Fig. 1: Epidemic curves based on surveillance data could mask quite different underlying transmission dynamics.

We used deterministic SIR model [25] with two age classes: children (20% of the population) and adults (80%). The initial doubling time was set to 5 days with a 2.6 day generation time. These parameters imply a basic reproductive number of 1.4 (for this model [5] ). The seed was equivalent to one infectious individual in a population of 7 million at time 0 and mixing between age groups was consistent with contact diary data for the UK [26] (children defined as <20 years). The shaded regions show daily incidence of symptomatic cases for children (red) and adults (green). We assumed 86% of infections were symptomatic [8] . The black line is the estimated number of hospital beds required at a given time. The susceptibility of children relative to adults was parameterized using the ratio of child cases to adult cases during the exponential phase of epidemic growth. A shows a baseline scenario. The ratio of early cases was proportionate to the population (20:80, children:adults) and all ages were equally likely to require hospitalization. B shows a scenario likely to be closer to current nH1N1 dynamics. The ratio of early cases was 50:50 and adults were much more likely to require hospitalization.

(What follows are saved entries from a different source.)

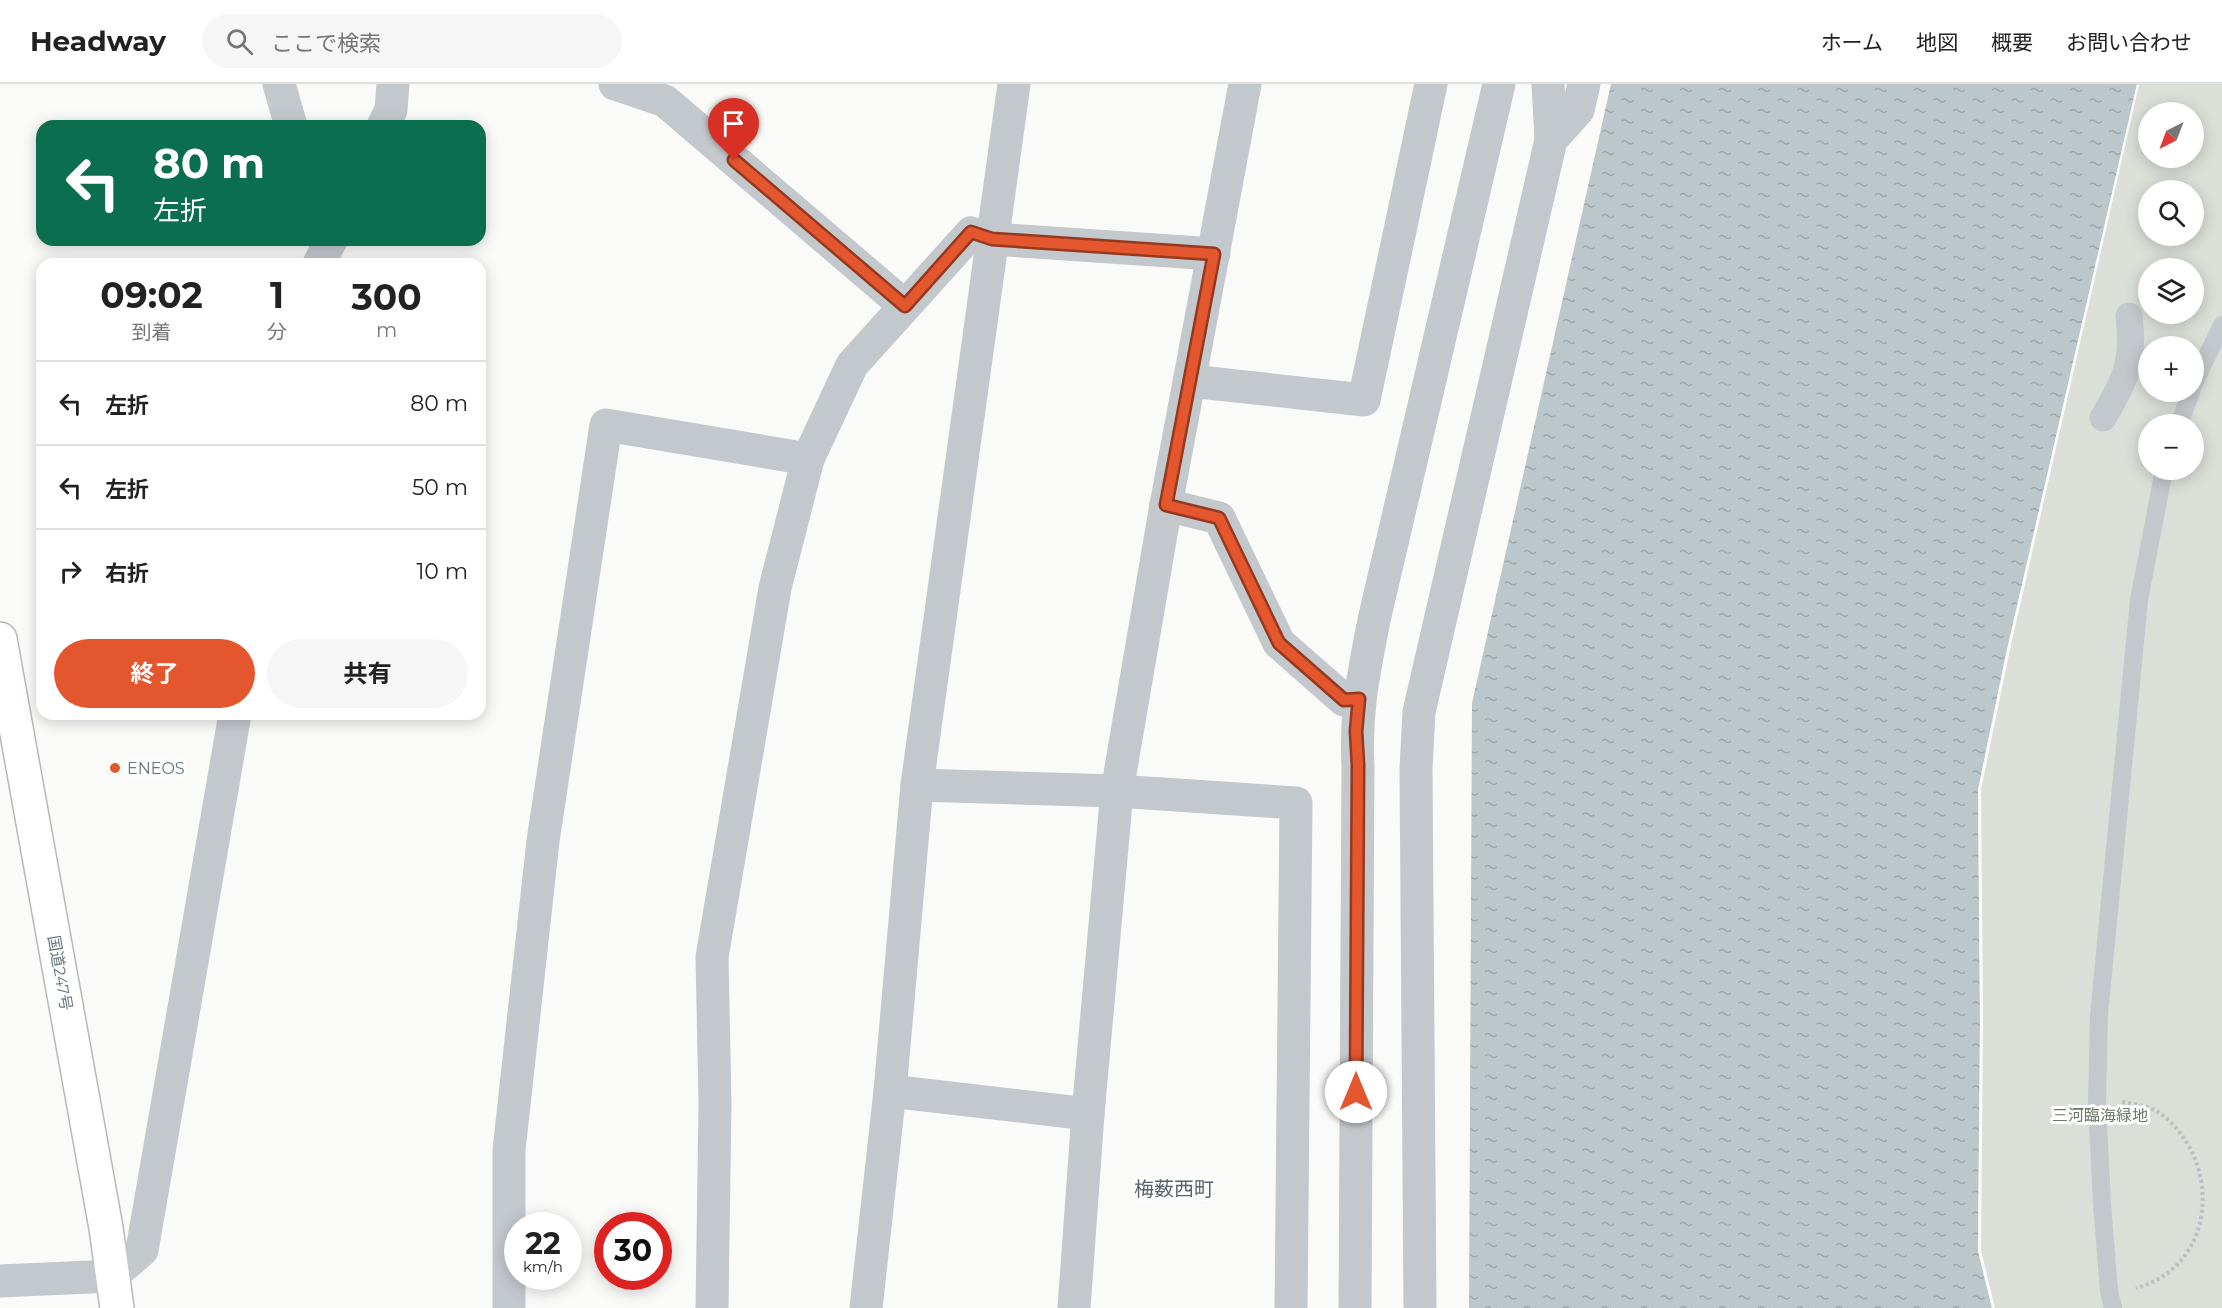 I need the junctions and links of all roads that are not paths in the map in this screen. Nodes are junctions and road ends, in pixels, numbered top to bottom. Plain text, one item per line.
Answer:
1 (279, 84) edge
2 (393, 84) edge
3 (615, 84) edge
4 (1014, 84) edge
5 (1245, 84) edge
6 (1431, 84) edge
7 (1498, 84) edge
8 (1548, 84) edge
9 (1584, 84) edge
10 (289, 120) edge
11 (386, 120) edge
12 (1551, 140) junction
13 (992, 239) junction
14 (1214, 254) junction
15 (905, 306) junction
16 (2128, 316) dead end
17 (2222, 325) edge
18 (2204, 362) edge
19 (1190, 381) junction
20 (2103, 418) dead end
21 (808, 459) junction
22 (2162, 480) edge
23 (1166, 505) junction
24 (0, 639) edge
25 (4, 681) edge
26 (1359, 699) junction
27 (234, 720) edge
28 (918, 784) junction
29 (1117, 791) junction
30 (890, 1091) junction
31 (1088, 1114) junction
32 (112, 1276) junction
33 (0, 1281) edge
34 (2111, 1299) edge
35 (117, 1308) edge
36 (508, 1308) edge
37 (712, 1308) edge
38 (866, 1308) edge
39 (1074, 1308) edge
40 (1291, 1308) edge
41 (1354, 1308) edge
42 (1420, 1308) edge

1 - 10 street
2 - 11 street
3 - 15 street
4 - 13 street
5 - 14 street
6 - 19 street
7 - 26 street
8 - 12 street
9 - 12 street
12 - 42 street
13 - 14 street
13 - 15 street
13 - 28 street
14 - 19 street
15 - 21 street
16 - 20 street
17 - 18 lane
19 - 23 street
21 - 36 street
21 - 37 street
22 - 34 lane
23 - 26 street
23 - 29 street
24 - 25 highway, 国道247号
25 - 32 highway, 国道247号
26 - 41 street
27 - 32 street
28 - 29 street
28 - 30 street
29 - 31 street
29 - 40 street
30 - 31 street
30 - 38 street
31 - 39 street
32 - 33 street
32 - 35 highway, 国道247号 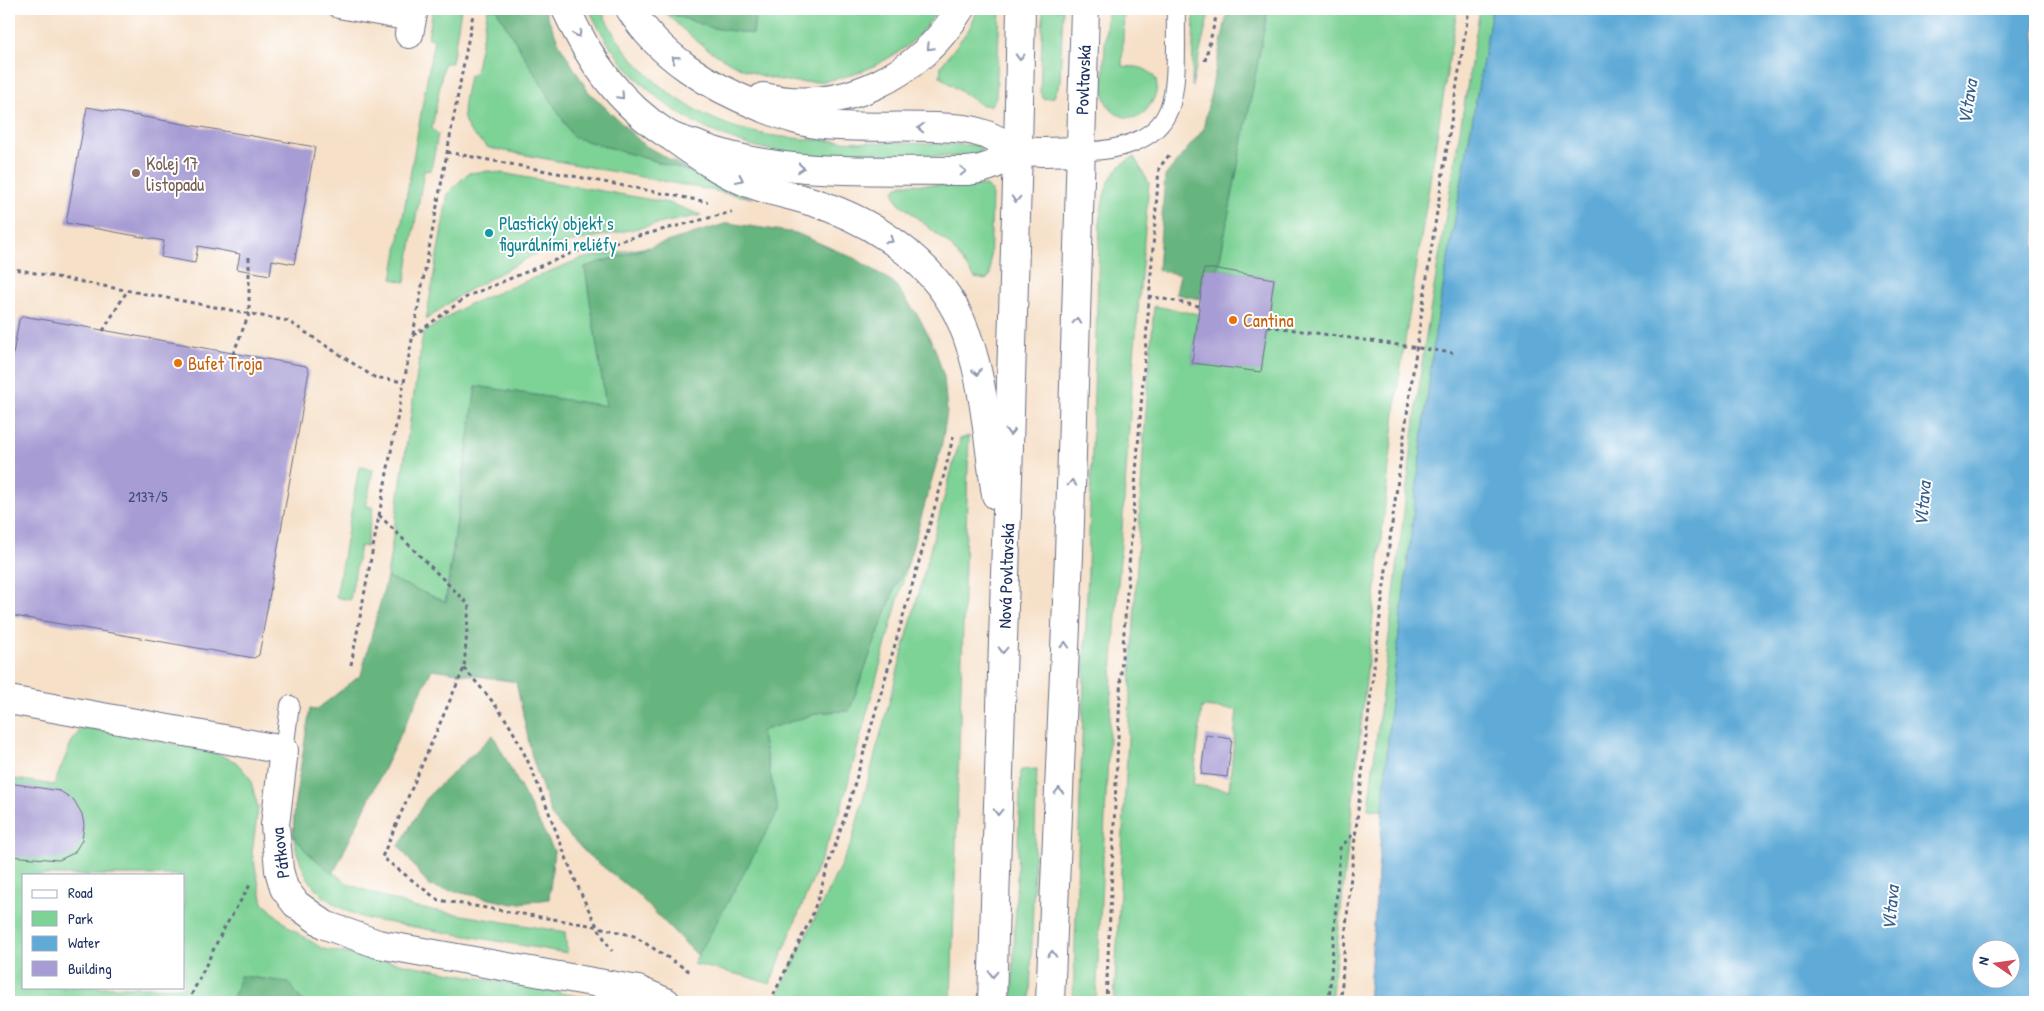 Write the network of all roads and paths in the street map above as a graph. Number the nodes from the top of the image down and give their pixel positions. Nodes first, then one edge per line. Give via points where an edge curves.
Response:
1 (338, 9) edge
2 (474, 9) edge
3 (566, 9) edge
4 (630, 9) edge
5 (960, 9) edge
6 (1021, 9) edge
7 (1085, 9) edge
8 (1176, 9) edge
9 (1469, 9) edge
10 (411, 22) edge
11 (715, 86) junction
12 (669, 135) junction
13 (1018, 150) junction
14 (1080, 151) junction
15 (447, 152) junction
16 (1158, 168) dead end
17 (714, 203) dead end
18 (742, 209) dead end
19 (249, 255) dead end
20 (9, 268) edge
21 (127, 291) junction
22 (1148, 296) junction
23 (1199, 306) dead end
24 (249, 314) junction
25 (1268, 326) dead end
26 (103, 330) dead end
27 (412, 336) junction
28 (1415, 347) junction
29 (1453, 353) dead end
30 (233, 354) dead end
31 (404, 382) junction
32 (955, 427) dead end
33 (379, 515) junction
34 (1006, 566) junction
35 (351, 665) dead end
36 (464, 668) junction
37 (9, 700) edge
38 (290, 705) dead end
39 (284, 750) junction
40 (1356, 831) junction
41 (279, 870) junction
42 (595, 926) junction
43 (692, 972) dead end
44 (188, 1002) edge
45 (666, 1002) edge
46 (770, 1002) edge
47 (992, 1002) edge
48 (1050, 1002) edge
49 (1106, 1002) edge
50 (1329, 1002) edge
51 (1341, 1002) edge

1 - 10 lane
2 - 15 path
3 -> 12 main road via 591,58 606,79 626,101
11 -> 4 main road via 660,47
5 -> 11 main road via 916,62 854,95 829,100 770,99
6 -> 13 main road
7 - 14 main road, Povltavská
8 - 14 lane via 1173,94 1169,110 1159,124 1125,147 1102,152
9 - 28 path
13 -> 11 main road via 993,136 964,129 805,122
12 -> 13 main road via 738,159 819,170 967,171 998,164
12 -> 34 main road via 710,164 746,182 830,208 863,222 903,249 938,285 961,320 975,365
13 - 14 main road
13 -> 34 main road, Nová Povltavská
48 -> 14 main road via 1070,526
15 - 17 path
15 - 27 path
16 - 22 path
18 - 27 path via 572,253 468,296
19 - 24 path
20 - 21 path
21 - 24 path
21 - 26 path
22 - 23 path
22 - 49 path via 1121,672
24 - 30 path
24 - 31 path via 288,321 374,377
25 - 28 path
27 - 31 path
28 - 29 path
28 - 40 path via 1384,575
31 - 33 path
32 - 46 path via 848,807 812,916
33 - 35 path
33 - 36 path via 469,605
34 -> 47 main road, Nová Povltavská
36 - 42 path via 511,727 552,817
36 - 42 path via 382,857 438,900
37 - 39 main road
38 - 39 lane
39 - 41 main road, Pátkova via 275,825
40 - 50 path via 1340,848
40 - 51 path
41 - 44 path via 256,874 222,932
41 - 45 main road, Pátkova via 284,888 296,904 325,925 378,944 638,990
42 - 43 path via 634,936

Acknowledgements and Funding Information

The authors acknowledge support from the Bill and Melinda Gates Foundation (MVK, NMF, CF); Royal Society (CF); Medical Research Council (MVK, NMF, CF, PW); EU FP7 programme (NMF); UK Health Protection Agency (PW); US National Institutes of Health Models of Infectious Disease Agent Study program through cooperative agreement 1U54GM088588 (ML); NIH Director’s Pioneer Award, DP1-OD000490-01 (DS); EU FP7 grant EMPERIE 223498 (DS); the Wellcome Trust (DS); R01 TW008246-01 from Fogerty International Center (SR); the RAPIDD program from Fogerty International Center with the Science & Technology Directorate, Department of Homeland Security (SR); the Research Fund for the Control of Infectious Disease, Hong Kong (SR); and the Institut de Veille Sanitaire Sanitaire funded by French Ministry of Health (JCD).

Competing Interests

Peter White is a member of the UK government’s Scientific Advisory Group for Emergencies (SAGE) and Scientific Pandemic Influenza Advisory Committee (SPI) and its modelling sub-group (SPI-M). He is employed by the UK Health Protection Agency. Marc Lipsitch has received consulting fees from the Avian/Pandemic Flu Registry (Outcome Sciences), which is funded in part by Roche. All other authors report no competing interests.